Numera® can be flexibly configured to allow sampling of up to 16 bioreactors or downstream surge tanks, seamless sample processing, and sample transfer to the Sample Collector for sample storage or 3rd party analyzers (Figure 1). Compared to other sampling systems, Numera® allows for sampling of small sample volumes at a high frequency, reliable sample processing with a precise dilution (error ≤ 2% SD) and unique tape-filtration technology, cooled sample storage in the Sample Collector, and well-established integration with multiple cell and biochemical analyzers and HPLC systems. This results in the complete automation of sample-based monitoring. Additionally, Numera® comes with the powerful process information management software Lucullus® to digitally integrate unit operations and analyzers, collect and centrally store all process data, and allow process-wide monitoring and control.

06 Success Story Figure 1

Figure 1 : Image of the automated sampling system Numera ® . The Multiplexer Module forms the interface to the bioreactors (in USP) and surge tanks (in DSP).
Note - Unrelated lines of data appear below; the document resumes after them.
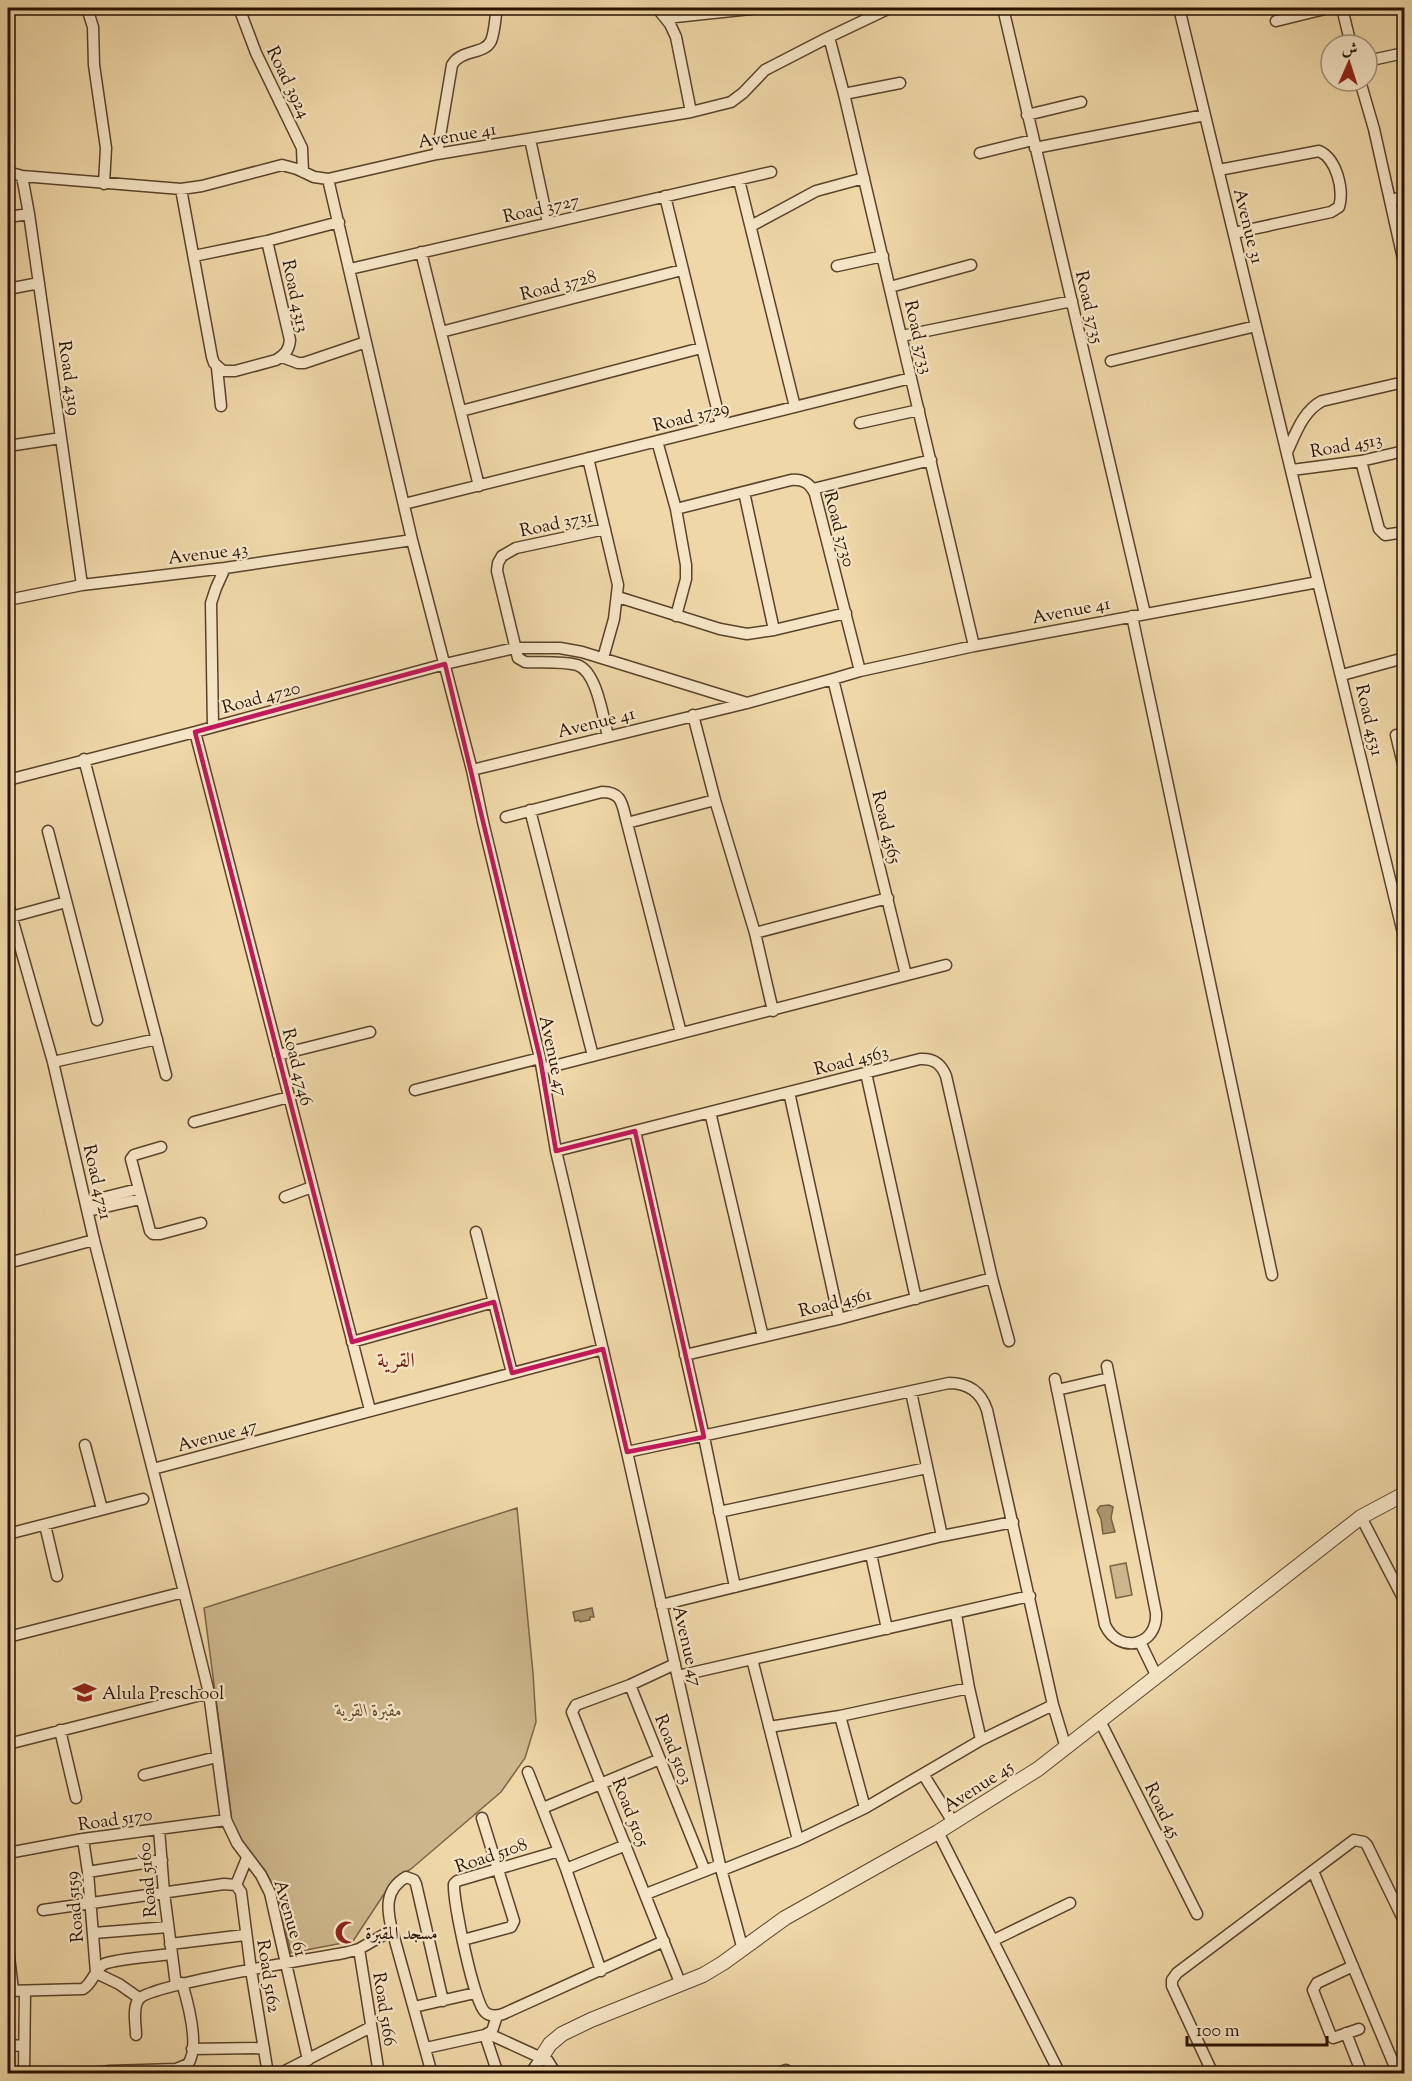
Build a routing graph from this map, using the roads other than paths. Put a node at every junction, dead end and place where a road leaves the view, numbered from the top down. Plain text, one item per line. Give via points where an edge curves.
1 (87, 8) edge
2 (239, 8) edge
3 (497, 8) edge
4 (657, 8) edge
5 (760, 8) edge
6 (890, 8) edge
7 (1003, 8) edge
8 (1179, 8) edge
9 (1329, 8) edge
10 (1342, 8) edge
11 (666, 18) junction
12 (1276, 21) dead end
13 (1348, 33) edge
14 (829, 37) junction
15 (1404, 53) edge
16 (1379, 58) edge
17 (900, 83) dead end
18 (1363, 93) edge
19 (844, 94) junction
20 (1081, 102) dead end
21 (691, 112) junction
22 (1028, 115) junction
23 (1205, 115) junction
24 (530, 139) junction
25 (1034, 144) junction
26 (980, 153) dead end
27 (437, 154) junction
28 (1219, 170) junction
29 (8, 172) edge
30 (303, 172) junction
31 (771, 172) dead end
32 (22, 176) junction
33 (864, 178) junction
34 (328, 179) junction
35 (739, 180) junction
36 (105, 184) junction
37 (182, 189) junction
38 (665, 196) junction
39 (1404, 197) edge
40 (1390, 200) junction
41 (30, 213) junction
42 (8, 217) edge
43 (339, 222) junction
44 (548, 223) junction
45 (751, 226) junction
46 (1234, 233) junction
47 (267, 241) junction
48 (421, 252) junction
49 (194, 256) junction
50 (883, 256) junction
51 (1404, 263) edge
52 (971, 265) dead end
53 (837, 267) dead end
54 (350, 269) junction
55 (682, 270) junction
56 (39, 283) junction
57 (890, 287) junction
58 (8, 289) edge
59 (1072, 301) junction
60 (1256, 326) junction
61 (441, 332) junction
62 (902, 336) junction
63 (366, 342) junction
64 (701, 348) junction
65 (282, 357) junction
66 (1111, 361) dead end
67 (217, 368) junction
68 (911, 378) junction
69 (1404, 382) edge
70 (221, 406) dead end
71 (795, 407) junction
72 (919, 410) junction
73 (461, 411) junction
74 (860, 423) dead end
75 (721, 425) junction
76 (62, 438) junction
77 (657, 441) junction
78 (8, 446) edge
79 (1404, 451) edge
80 (1287, 452) junction
81 (588, 459) junction
82 (931, 460) junction
83 (1361, 461) junction
84 (1292, 470) junction
85 (479, 486) junction
86 (813, 489) junction
87 (744, 492) junction
88 (404, 504) junction
89 (676, 509) junction
90 (605, 529) junction
91 (1404, 532) edge
92 (412, 540) junction
93 (225, 568) junction
94 (1318, 582) junction
95 (82, 585) junction
96 (618, 597) junction
97 (8, 600) edge
98 (846, 613) junction
99 (1145, 614) junction
100 (676, 616) junction
101 (1132, 616) junction
102 (774, 630) junction
103 (974, 646) junction
104 (515, 648) junction
105 (603, 658) junction
106 (1404, 658) edge
107 (445, 664) junction
108 (860, 671) junction
109 (1342, 675) junction
110 (834, 684) junction
111 (747, 702) junction
112 (693, 716) junction
113 (213, 727) junction
114 (195, 732) junction
115 (1396, 735) dead end
116 (608, 736) junction
117 (84, 759) junction
118 (1404, 768) edge
119 (472, 770) junction
120 (8, 780) edge
121 (715, 800) junction
122 (530, 810) junction
123 (506, 817) dead end
124 (627, 823) junction
125 (48, 831) dead end
126 (888, 898) junction
127 (66, 902) junction
128 (8, 904) edge
129 (11, 917) junction
130 (755, 933) junction
131 (1404, 937) edge
132 (946, 965) dead end
133 (906, 975) junction
134 (773, 1011) junction
135 (97, 1020) dead end
136 (370, 1032) dead end
137 (681, 1033) junction
138 (157, 1040) junction
139 (278, 1054) junction
140 (592, 1056) junction
141 (53, 1062) junction
142 (541, 1064) junction
143 (866, 1073) junction
144 (166, 1075) dead end
145 (415, 1090) dead end
146 (789, 1092) junction
147 (289, 1097) junction
148 (710, 1112) junction
149 (194, 1122) dead end
150 (635, 1131) junction
151 (161, 1147) dead end
152 (556, 1151) junction
153 (312, 1187) junction
154 (139, 1194) junction
155 (285, 1197) dead end
156 (87, 1207) junction
157 (201, 1223) dead end
158 (476, 1232) dead end
159 (94, 1240) junction
160 (8, 1263) edge
161 (1272, 1275) dead end
162 (992, 1278) junction
163 (916, 1299) junction
164 (494, 1302) junction
165 (839, 1319) junction
166 (763, 1337) junction
167 (1009, 1341) dead end
168 (352, 1342) junction
169 (603, 1349) junction
170 (685, 1355) junction
171 (1107, 1366) dead end
172 (512, 1373) junction
173 (1109, 1378) junction
174 (911, 1392) junction
175 (370, 1410) junction
176 (704, 1437) junction
177 (85, 1445) dead end
178 (627, 1452) junction
179 (927, 1468) junction
180 (153, 1469) junction
181 (1404, 1494) edge
182 (143, 1499) dead end
183 (102, 1509) junction
184 (719, 1512) junction
185 (1361, 1517) junction
186 (1013, 1522) junction
187 (45, 1525) junction
188 (8, 1534) edge
189 (942, 1536) junction
190 (871, 1554) junction
191 (57, 1576) dead end
192 (735, 1587) junction
193 (184, 1592) junction
194 (1030, 1596) junction
195 (1404, 1597) edge
196 (661, 1605) junction
197 (956, 1614) junction
198 (887, 1629) junction
199 (8, 1637) edge
200 (1140, 1642) junction
201 (752, 1659) junction
202 (675, 1664) junction
203 (678, 1676) junction
204 (1157, 1677) junction
205 (630, 1685) junction
206 (969, 1688) junction
207 (209, 1693) junction
208 (1053, 1705) junction
209 (840, 1716) junction
210 (1100, 1721) junction
211 (769, 1727) junction
212 (60, 1730) junction
213 (981, 1740) junction
214 (8, 1744) edge
215 (1066, 1748) junction
216 (217, 1757) junction
217 (660, 1759) junction
218 (528, 1772) dead end
219 (923, 1774) junction
220 (144, 1775) dead end
221 (602, 1783) junction
222 (76, 1798) dead end
223 (543, 1808) junction
224 (865, 1808) junction
225 (482, 1818) dead end
226 (226, 1820) junction
227 (953, 1822) junction
228 (159, 1829) junction
229 (938, 1832) junction
230 (83, 1839) junction
231 (798, 1840) junction
232 (626, 1845) junction
233 (559, 1851) junction
234 (8, 1853) edge
235 (247, 1858) junction
236 (162, 1860) junction
237 (721, 1868) junction
238 (498, 1869) junction
239 (566, 1869) junction
240 (705, 1871) junction
241 (1313, 1871) junction
242 (88, 1872) junction
243 (236, 1885) junction
244 (164, 1893) junction
245 (646, 1894) junction
246 (1070, 1903) dead end
247 (91, 1904) junction
248 (44, 1910) dead end
249 (1197, 1914) dead end
250 (1404, 1921) edge
251 (168, 1927) junction
252 (392, 1930) junction
253 (93, 1933) junction
254 (245, 1935) junction
255 (463, 1940) junction
256 (994, 1940) junction
257 (664, 1941) junction
258 (8, 1948) edge
259 (171, 1949) junction
260 (359, 1949) junction
261 (743, 1950) junction
262 (287, 1963) junction
263 (1353, 1966) junction
264 (250, 1970) junction
265 (601, 1971) junction
266 (96, 1973) junction
267 (179, 1984) junction
268 (681, 1985) junction
269 (10, 1990) edge
270 (25, 1990) junction
271 (475, 1993) junction
272 (139, 1998) junction
273 (443, 2001) junction
274 (414, 2007) junction
275 (497, 2016) junction
276 (371, 2027) junction
277 (1359, 2029) dead end
278 (1346, 2033) junction
279 (136, 2035) dead end
280 (487, 2035) junction
281 (8, 2046) edge
282 (24, 2046) junction
283 (264, 2048) junction
284 (426, 2048) junction
285 (192, 2049) junction
286 (541, 2058) junction
287 (308, 2061) junction
288 (125, 2072) edge
289 (1403, 2072) edge
290 (24, 2073) edge
291 (87, 2073) edge
292 (268, 2073) edge
293 (279, 2073) edge
294 (379, 2073) edge
295 (432, 2073) edge
296 (498, 2073) edge
297 (530, 2073) edge
298 (556, 2073) edge
299 (1060, 2073) edge
300 (1213, 2073) edge
301 (1362, 2073) edge

1 - 36 street via 93,27 106,148
2 - 30 street, Road 3924 via 302,148
3 - 27 street via 488,45 459,56 452,65
4 - 11 street
5 - 11 street
6 - 14 street, Avenue 41
7 - 22 street, Road 3735
8 - 23 street, Avenue 31
9 - 12 street
10 - 13 street
11 - 21 street via 676,37
14 - 19 street, Road 3733
14 - 21 street, Avenue 41 via 765,70 731,102
15 - 16 street
17 - 19 street
18 - 40 street
19 - 33 street, Road 3733
20 - 22 street
21 - 24 street, Avenue 41
22 - 25 street, Road 3735
23 - 25 street
23 - 28 street, Avenue 31
24 - 27 street, Avenue 41
24 - 44 street
25 - 26 street
25 - 59 street, Road 3735
27 - 34 street, Avenue 41
28 - 46 street, Avenue 31
28 - 46 street via 1319,151 1331,160 1339,184 1341,201 1331,212
29 - 32 street, Avenue 41
30 - 34 street, Avenue 41
30 - 37 street, Avenue 41 via 289,166 274,166
31 - 35 street, Road 3727
32 - 36 street, Avenue 41
32 - 41 street, Road 4319
33 - 45 street via 816,191
33 - 50 street, Road 3733
34 - 43 street
35 - 38 street, Road 3727
35 - 45 street
36 - 37 street, Avenue 41
37 - 49 street
38 - 44 street, Road 3727
38 - 55 street
39 - 40 street
40 - 51 street
41 - 42 street
41 - 56 street, Road 4319
43 - 47 street, Road 4313
43 - 54 street
44 - 48 street, Road 3727
45 - 71 street
46 - 60 street, Avenue 31
47 - 49 street, Road 4313
47 - 65 street, Road 4313 via 290,340
48 - 54 street, Road 3727
48 - 61 street
49 - 67 street
50 - 53 street
50 - 57 street, Road 3733
52 - 57 street
54 - 63 street
55 - 61 street, Road 3728
55 - 64 street
56 - 58 street
56 - 76 street, Road 4319
57 - 62 street, Road 3733
59 - 62 street
59 - 99 street, Road 3735
60 - 66 street
60 - 80 street, Avenue 31
61 - 73 street
62 - 68 street, Road 3733
63 - 65 street, Road 4313 via 304,363
63 - 88 street
64 - 73 street
64 - 75 street
65 - 67 street, Road 4313 via 229,372
67 - 70 street
68 - 71 street, Road 3729
68 - 72 street, Road 3733
69 - 80 street via 1315,405
71 - 75 street, Road 3729
72 - 74 street
72 - 82 street, Road 3733
73 - 85 street
75 - 77 street, Road 3729
76 - 78 street
76 - 95 street, Road 4319
77 - 81 street, Road 3729
77 - 89 street
79 - 83 street, Road 4513
80 - 84 street, Avenue 31
81 - 85 street, Road 3729
81 - 90 street, Road 3731
82 - 86 street
82 - 103 street, Road 3733
83 - 84 street, Road 4513
83 - 91 street via 1379,529 1385,535
84 - 94 street, Avenue 31
85 - 88 street, Road 3729
86 - 87 street, Road 3730 via 797,480
86 - 98 street, Road 3730
87 - 89 street, Road 3730
87 - 102 street
88 - 92 street
89 - 100 street via 686,579
90 - 96 street, Road 3731
90 - 104 street, Road 3731 via 516,548 502,556 497,571
92 - 93 street, Avenue 43
92 - 107 street
93 - 95 street, Avenue 43
93 - 113 street via 212,603
94 - 99 street, Avenue 41
94 - 109 street, Road 4531
95 - 97 street, Avenue 43
96 - 100 street
96 - 105 street, Road 3731
98 - 102 street
98 - 108 street, Road 3730
99 - 101 street, Avenue 41
100 - 102 street via 733,633
101 - 103 street, Avenue 41
101 - 161 street
103 - 108 street, Avenue 41
104 - 105 street via 560,648
104 - 107 street
104 - 116 street via 518,658 525,662 572,664 588,672
105 - 111 street
106 - 109 street
107 - 113 street, Road 4720
107 - 119 street
108 - 110 street, Avenue 41
109 - 131 street, Road 4531
110 - 111 street, Avenue 41
110 - 126 street, Road 4565
111 - 112 street, Avenue 41
112 - 116 street, Avenue 41
112 - 121 street
113 - 114 street, Road 4720
114 - 117 street, Road 4720
114 - 139 street, Road 4746
115 - 118 street
116 - 119 street, Avenue 41
117 - 120 street, Road 4720
117 - 138 street
119 - 142 street, Avenue 47
121 - 124 street
121 - 130 street
122 - 123 street
122 - 124 street via 612,792 618,796
122 - 140 street
124 - 137 street
125 - 127 street
126 - 130 street
126 - 133 street, Road 4565
127 - 129 street
127 - 135 street
128 - 129 street, Road 4721
129 - 141 street, Road 4721
130 - 134 street
132 - 133 street
133 - 134 street
134 - 137 street
136 - 139 street
137 - 140 street
138 - 141 street
138 - 144 street
139 - 147 street, Road 4746
140 - 142 street
141 - 156 street, Road 4721
142 - 145 street
142 - 152 street, Avenue 47
143 - 146 street, Road 4563
143 - 162 street, Road 4563 via 928,1059 943,1068
143 - 163 street
146 - 148 street, Road 4563
146 - 165 street
147 - 149 street
147 - 153 street, Road 4746
148 - 150 street, Road 4563
148 - 166 street
150 - 152 street, Road 4563
150 - 170 street
151 - 154 street via 132,1157
152 - 169 street, Avenue 47
153 - 155 street
153 - 168 street, Road 4746
154 - 156 street
154 - 157 street via 153,1234
156 - 159 street, Road 4721
158 - 164 street
159 - 160 street
159 - 180 street, Road 4721
162 - 163 street, Road 4561
162 - 167 street, Road 4563
163 - 165 street, Road 4561
164 - 168 street
164 - 172 street
165 - 166 street, Road 4561
166 - 170 street, Road 4561
168 - 175 street, Road 4746
169 - 172 street, Avenue 47
169 - 178 street, Avenue 47
170 - 176 street
171 - 173 street
172 - 175 street, Avenue 47
173 - 200 street via 1156,1613 1151,1633
173 - 200 street via 1056,1385 1105,1625 1119,1641
174 - 176 street
174 - 179 street
174 - 186 street via 957,1383 980,1395 987,1410
175 - 180 street, Avenue 47
176 - 178 street
176 - 184 street
177 - 183 street
178 - 196 street, Avenue 47
179 - 184 street
179 - 189 street
180 - 193 street
181 - 185 street, Avenue 45
182 - 183 street
183 - 187 street
184 - 192 street
185 - 195 street
185 - 204 street, Avenue 45
186 - 189 street
186 - 194 street
187 - 188 street
187 - 191 street
189 - 190 street
190 - 192 street
190 - 198 street
192 - 196 street
193 - 199 street
193 - 207 street
194 - 197 street
194 - 208 street
196 - 202 street, Avenue 47
197 - 198 street
197 - 206 street
198 - 201 street
200 - 204 street
201 - 203 street
201 - 211 street
202 - 203 street, Avenue 47
202 - 205 street
203 - 237 street, Avenue 47
204 - 210 street, Avenue 45
205 - 217 street, Road 5103
205 - 221 street, Road 5105 via 573,1708
206 - 209 street
206 - 213 street
207 - 212 street
207 - 216 street, Avenue 61
208 - 213 street
208 - 215 street
209 - 211 street
209 - 224 street
210 - 215 street, Avenue 45
210 - 249 street, Road 45
211 - 231 street
212 - 214 street
212 - 222 street
213 - 219 street
215 - 227 street, Avenue 45
216 - 220 street
216 - 226 street, Avenue 61
217 - 221 street
217 - 240 street, Road 5103
218 - 223 street
219 - 224 street
219 - 227 street
221 - 223 street
221 - 232 street, Road 5105
223 - 233 street
224 - 231 street
225 - 238 street
226 - 228 street, Road 5170
226 - 235 street, Avenue 61
227 - 229 street, Avenue 45
228 - 230 street, Road 5170
228 - 236 street, Road 5160
229 - 256 street
229 - 261 street, Avenue 45 via 791,1914
230 - 234 street, Road 5170
230 - 242 street, Road 5159
231 - 237 street
232 - 239 street
232 - 245 street, Road 5105
233 - 238 street, Road 5108
233 - 239 street
235 - 243 street
235 - 262 street, Avenue 61 via 270,1893
236 - 242 street
236 - 244 street, Road 5160
237 - 240 street
237 - 261 street, Avenue 47
238 - 255 street, Road 5108 via 454,1884
238 - 255 street via 513,1924
239 - 265 street
240 - 245 street
241 - 250 street via 1354,1840 1364,1842
241 - 263 street
241 - 300 street via 1172,1980
242 - 247 street, Road 5159
243 - 244 street
243 - 254 street, Road 5162 via 241,1892
244 - 247 street
244 - 251 street, Road 5160
245 - 257 street, Road 5105
246 - 256 street
247 - 248 street
247 - 253 street, Road 5159
251 - 253 street
251 - 259 street, Road 5160
252 - 260 street
252 - 273 street via 389,1897 402,1879 410,1878 416,1884
252 - 274 street
253 - 266 street, Road 5159
254 - 259 street
254 - 264 street, Road 5162
255 - 271 street
256 - 299 street
257 - 265 street
257 - 268 street, Road 5105
258 - 269 street
259 - 266 street via 108,1963
259 - 267 street
260 - 262 street
260 - 276 street, Road 5166
261 - 268 street, Avenue 45
262 - 264 street
262 - 287 street, Avenue 61
263 - 278 street via 1317,1983 1313,1990 1331,2036
263 - 289 street via 1395,2067
264 - 267 street
264 - 283 street, Road 5162
265 - 275 street
266 - 270 street via 83,1989
266 - 272 street
267 - 272 street
267 - 285 street via 190,2012
268 - 286 street, Avenue 45 via 562,2034
269 - 270 street
270 - 282 street
271 - 273 street
271 - 275 street via 484,2012
272 - 279 street
273 - 274 street
274 - 284 street
275 - 280 street
276 - 287 street
276 - 294 street, Road 5166
277 - 278 street
278 - 301 street
280 - 284 street
280 - 286 street
280 - 296 street
281 - 282 street
282 - 290 street
283 - 285 street
283 - 292 street, Road 5162
284 - 295 street
285 - 288 street via 190,2061 181,2068
286 - 297 street
286 - 298 street
287 - 293 street
288 - 291 street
After optional sample processing by the Dilution and/or Filtration Module, the Routing Module directs the sample either to the Sample Collector for sample storage or directly to connected 3rd party analyzers.

Seamless integration of sampling-based analytics in continuous bioprocessing

Numera® has been successfully implemented as a reliable sampling system in many research and development laboratories in upstream bioprocessing. In the scope of a continuous bioprocess at a customer installation, Numera® samples for the first time simultaneously along the upstream and downstream processing chain (Figure 2). Revolutionary about the installation is not only the application in both up -and downstream processing with a dual HPLC injection, but also the automated transfer of a deep well plate from the Numera® Sample Collector to a Tecan EVO® platform using an xArm robot. To our knowledge, this is the first report on bringing the Tecan EVO® platform on-line.

The continuous bioprocess is part of an innovation laboratory where the company tests and evaluates cutting-edge bioprocess technologies to reach Bioprocess 4.0 production concepts.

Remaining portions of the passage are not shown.